FIGURE 3.

Schematic diagram of the dopamine receptor complex signaling cascade. D1-D2 heterodimers induce calcium release via a Gαq-dependent pathway, distinct from Gs/Golf- or Gi/Go- dependent pathways activated by D1 receptor heterodimers or D2 receptor heterodimers. D1-D2 heterodimers trigger calcium signaling by activating Gαq and PLC, leading to the activation of calmodulin kinase II-α(CaMKIIα). When calcium ions enter cells through various ion channels on the membrane, CaMKIIα is activated. Activation of CaMKIIα promotes its autophosphorylation, which binds to GluN2B and phosphorylates GluN2B at the S1303 site (p-GluN2B). Studies have shown that the interaction between GluN2B and CaMKIIα is significant for the synaptic CaMKIIα localization and activity. Phosphorylation of GluA1 and GluN2B plays a key role in the glutamatergic transmission and is regulated by the D1-D2 heterodimers signaling pathway.
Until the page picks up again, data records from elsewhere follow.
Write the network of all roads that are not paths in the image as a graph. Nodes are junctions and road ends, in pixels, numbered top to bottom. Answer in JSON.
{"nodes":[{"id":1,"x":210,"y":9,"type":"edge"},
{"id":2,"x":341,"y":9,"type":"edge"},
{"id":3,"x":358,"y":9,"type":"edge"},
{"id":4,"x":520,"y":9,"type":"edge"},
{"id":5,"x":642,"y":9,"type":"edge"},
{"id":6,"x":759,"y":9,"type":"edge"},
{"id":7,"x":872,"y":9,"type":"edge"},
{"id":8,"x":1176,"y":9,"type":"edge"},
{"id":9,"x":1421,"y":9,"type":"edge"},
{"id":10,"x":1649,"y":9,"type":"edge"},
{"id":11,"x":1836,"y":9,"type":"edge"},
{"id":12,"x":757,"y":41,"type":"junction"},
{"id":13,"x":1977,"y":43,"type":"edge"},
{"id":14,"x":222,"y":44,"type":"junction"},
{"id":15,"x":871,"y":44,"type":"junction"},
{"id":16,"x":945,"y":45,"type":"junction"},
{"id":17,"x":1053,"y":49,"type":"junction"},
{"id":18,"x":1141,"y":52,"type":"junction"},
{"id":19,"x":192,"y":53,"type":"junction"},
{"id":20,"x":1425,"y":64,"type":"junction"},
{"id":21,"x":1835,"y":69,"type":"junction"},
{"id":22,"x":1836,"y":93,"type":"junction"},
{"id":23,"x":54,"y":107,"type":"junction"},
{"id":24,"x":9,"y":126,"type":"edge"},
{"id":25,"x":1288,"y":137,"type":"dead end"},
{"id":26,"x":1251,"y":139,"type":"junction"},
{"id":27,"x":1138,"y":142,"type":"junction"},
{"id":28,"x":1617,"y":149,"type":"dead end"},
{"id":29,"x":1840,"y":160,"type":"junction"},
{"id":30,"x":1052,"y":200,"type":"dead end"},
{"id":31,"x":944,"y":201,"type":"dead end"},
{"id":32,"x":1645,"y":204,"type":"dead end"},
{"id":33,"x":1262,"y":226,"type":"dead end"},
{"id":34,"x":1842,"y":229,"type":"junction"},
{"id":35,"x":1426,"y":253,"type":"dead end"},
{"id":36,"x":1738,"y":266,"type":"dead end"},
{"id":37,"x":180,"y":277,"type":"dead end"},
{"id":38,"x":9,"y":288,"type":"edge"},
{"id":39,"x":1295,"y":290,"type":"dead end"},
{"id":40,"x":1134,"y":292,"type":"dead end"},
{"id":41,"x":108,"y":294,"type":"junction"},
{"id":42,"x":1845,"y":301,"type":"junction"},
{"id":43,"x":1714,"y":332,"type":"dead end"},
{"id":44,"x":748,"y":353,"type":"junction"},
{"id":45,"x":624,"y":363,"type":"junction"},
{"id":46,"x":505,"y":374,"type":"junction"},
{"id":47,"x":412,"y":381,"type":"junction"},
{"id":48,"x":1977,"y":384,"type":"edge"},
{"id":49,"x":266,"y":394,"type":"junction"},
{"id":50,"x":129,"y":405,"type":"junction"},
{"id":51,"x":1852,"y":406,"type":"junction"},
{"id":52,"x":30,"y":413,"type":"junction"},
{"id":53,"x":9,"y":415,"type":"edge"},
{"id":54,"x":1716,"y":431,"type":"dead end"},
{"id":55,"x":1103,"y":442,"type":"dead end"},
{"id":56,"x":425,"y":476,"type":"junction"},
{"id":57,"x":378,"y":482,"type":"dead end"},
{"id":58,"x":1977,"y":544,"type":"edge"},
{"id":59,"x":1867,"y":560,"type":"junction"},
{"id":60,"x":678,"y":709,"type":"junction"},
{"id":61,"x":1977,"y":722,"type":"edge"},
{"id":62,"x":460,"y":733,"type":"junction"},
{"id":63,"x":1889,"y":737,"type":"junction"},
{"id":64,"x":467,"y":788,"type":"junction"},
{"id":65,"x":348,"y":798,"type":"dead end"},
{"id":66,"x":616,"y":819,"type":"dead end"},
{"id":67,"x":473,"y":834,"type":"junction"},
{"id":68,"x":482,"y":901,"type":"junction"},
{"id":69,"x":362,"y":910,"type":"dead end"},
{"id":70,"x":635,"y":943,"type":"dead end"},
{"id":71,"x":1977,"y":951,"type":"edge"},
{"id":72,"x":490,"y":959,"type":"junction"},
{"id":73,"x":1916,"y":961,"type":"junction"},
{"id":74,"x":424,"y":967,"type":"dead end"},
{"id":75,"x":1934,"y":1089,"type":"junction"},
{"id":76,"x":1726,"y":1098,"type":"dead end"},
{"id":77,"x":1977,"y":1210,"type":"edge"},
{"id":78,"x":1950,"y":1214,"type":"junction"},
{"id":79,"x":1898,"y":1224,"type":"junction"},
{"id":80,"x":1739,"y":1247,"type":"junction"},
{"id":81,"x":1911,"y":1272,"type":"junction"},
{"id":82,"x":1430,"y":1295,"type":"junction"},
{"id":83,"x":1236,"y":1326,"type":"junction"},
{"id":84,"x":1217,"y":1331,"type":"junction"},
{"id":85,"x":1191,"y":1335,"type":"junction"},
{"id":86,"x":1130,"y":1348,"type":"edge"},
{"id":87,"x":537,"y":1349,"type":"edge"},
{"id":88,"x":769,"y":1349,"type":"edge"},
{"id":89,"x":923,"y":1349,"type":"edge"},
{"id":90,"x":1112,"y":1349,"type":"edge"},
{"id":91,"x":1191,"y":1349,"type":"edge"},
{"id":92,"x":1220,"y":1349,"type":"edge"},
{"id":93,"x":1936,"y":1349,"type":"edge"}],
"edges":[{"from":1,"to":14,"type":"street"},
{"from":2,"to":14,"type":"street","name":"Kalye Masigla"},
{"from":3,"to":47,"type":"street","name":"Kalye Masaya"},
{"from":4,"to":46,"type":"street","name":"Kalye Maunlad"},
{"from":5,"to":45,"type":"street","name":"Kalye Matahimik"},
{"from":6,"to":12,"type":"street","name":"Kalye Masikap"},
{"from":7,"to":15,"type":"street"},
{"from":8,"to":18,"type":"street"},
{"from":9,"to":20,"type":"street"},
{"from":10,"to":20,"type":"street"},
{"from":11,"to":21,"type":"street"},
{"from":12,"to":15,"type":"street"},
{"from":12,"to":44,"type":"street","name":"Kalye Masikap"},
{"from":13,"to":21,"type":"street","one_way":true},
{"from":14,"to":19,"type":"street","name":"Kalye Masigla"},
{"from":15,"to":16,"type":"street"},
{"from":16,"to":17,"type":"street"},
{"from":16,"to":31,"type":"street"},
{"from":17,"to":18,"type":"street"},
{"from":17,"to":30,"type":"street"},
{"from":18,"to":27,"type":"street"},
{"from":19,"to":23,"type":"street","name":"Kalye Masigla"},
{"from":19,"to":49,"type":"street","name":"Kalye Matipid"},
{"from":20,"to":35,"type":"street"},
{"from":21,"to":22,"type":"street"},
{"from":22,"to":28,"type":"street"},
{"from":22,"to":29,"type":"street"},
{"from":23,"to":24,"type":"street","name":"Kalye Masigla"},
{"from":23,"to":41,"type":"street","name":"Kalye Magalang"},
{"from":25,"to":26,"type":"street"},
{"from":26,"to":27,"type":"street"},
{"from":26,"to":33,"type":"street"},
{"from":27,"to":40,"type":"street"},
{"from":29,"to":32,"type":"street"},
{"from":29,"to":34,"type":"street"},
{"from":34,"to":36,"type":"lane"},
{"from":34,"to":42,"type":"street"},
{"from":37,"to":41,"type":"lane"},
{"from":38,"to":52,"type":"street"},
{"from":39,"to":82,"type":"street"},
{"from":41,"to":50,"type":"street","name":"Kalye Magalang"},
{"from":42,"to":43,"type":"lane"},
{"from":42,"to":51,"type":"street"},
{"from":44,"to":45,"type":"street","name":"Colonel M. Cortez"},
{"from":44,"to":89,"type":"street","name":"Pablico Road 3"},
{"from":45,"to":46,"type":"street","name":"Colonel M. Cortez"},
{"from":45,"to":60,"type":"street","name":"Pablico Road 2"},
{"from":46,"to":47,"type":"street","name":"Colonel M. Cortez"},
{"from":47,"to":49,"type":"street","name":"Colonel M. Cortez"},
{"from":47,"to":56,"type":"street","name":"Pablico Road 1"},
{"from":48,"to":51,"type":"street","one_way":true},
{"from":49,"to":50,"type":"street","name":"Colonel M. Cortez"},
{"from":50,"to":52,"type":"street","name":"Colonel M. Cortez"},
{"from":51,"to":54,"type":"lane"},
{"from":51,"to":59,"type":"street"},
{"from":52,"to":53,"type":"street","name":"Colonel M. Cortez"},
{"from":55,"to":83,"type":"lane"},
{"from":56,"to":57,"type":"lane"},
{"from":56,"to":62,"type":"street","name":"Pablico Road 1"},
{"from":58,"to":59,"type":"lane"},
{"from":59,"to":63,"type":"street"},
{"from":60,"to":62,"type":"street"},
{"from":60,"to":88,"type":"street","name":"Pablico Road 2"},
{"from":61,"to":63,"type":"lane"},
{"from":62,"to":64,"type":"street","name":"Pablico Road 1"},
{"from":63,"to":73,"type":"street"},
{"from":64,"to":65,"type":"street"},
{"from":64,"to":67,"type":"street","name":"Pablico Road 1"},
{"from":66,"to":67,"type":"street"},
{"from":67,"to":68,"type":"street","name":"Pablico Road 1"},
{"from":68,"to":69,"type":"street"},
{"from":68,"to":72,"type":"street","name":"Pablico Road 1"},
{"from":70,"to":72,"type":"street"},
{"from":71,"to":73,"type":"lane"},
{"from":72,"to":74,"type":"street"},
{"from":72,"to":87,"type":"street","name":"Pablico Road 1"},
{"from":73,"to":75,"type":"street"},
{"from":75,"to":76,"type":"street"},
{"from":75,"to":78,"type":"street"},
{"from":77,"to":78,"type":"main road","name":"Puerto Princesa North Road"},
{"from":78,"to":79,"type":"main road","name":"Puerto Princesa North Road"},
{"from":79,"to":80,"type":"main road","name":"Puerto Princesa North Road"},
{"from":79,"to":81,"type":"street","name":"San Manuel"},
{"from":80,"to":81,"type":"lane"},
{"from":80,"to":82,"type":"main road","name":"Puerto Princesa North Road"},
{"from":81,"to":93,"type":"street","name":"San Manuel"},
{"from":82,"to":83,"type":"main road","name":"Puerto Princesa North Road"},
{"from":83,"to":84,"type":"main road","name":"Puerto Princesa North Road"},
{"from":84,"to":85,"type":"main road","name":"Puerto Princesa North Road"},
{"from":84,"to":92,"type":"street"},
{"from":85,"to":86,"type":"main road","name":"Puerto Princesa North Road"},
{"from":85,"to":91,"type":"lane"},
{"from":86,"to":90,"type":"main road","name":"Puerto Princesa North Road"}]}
Inhibition of the recruitment, deletion, or activity of Ca(2+)-permeable AMPA receptors (CP-AMPARs) would interfere with long-term depression. CaMKIIα/BDNF/CREB-dependent neural plasticity pathways may be an important target for dopamine receptor complex research. D1R, dopamine D1-like receptor; D2R, dopamine D2-like receptor; PLC, Phospholipase C; IP3, Inositol triphosphate; CamKII, Calmodulin kinase II; p-CamKII, Phosphorylated CamKII; GluA1, glutamate A1; GluN2B, Glutamate Receptor Ionotropic, NMDA 2B; CP-AMPARs, calcium-permeable AMPA receptors; AC, Adenylyl cyclase; cAMP, cyclic adenosine monophosphate; CREB, cAMP-response element-binding protein; p-CREB, Phosphorylated-CREB; BDNF, Brain-Derived Neurotrophic Factor.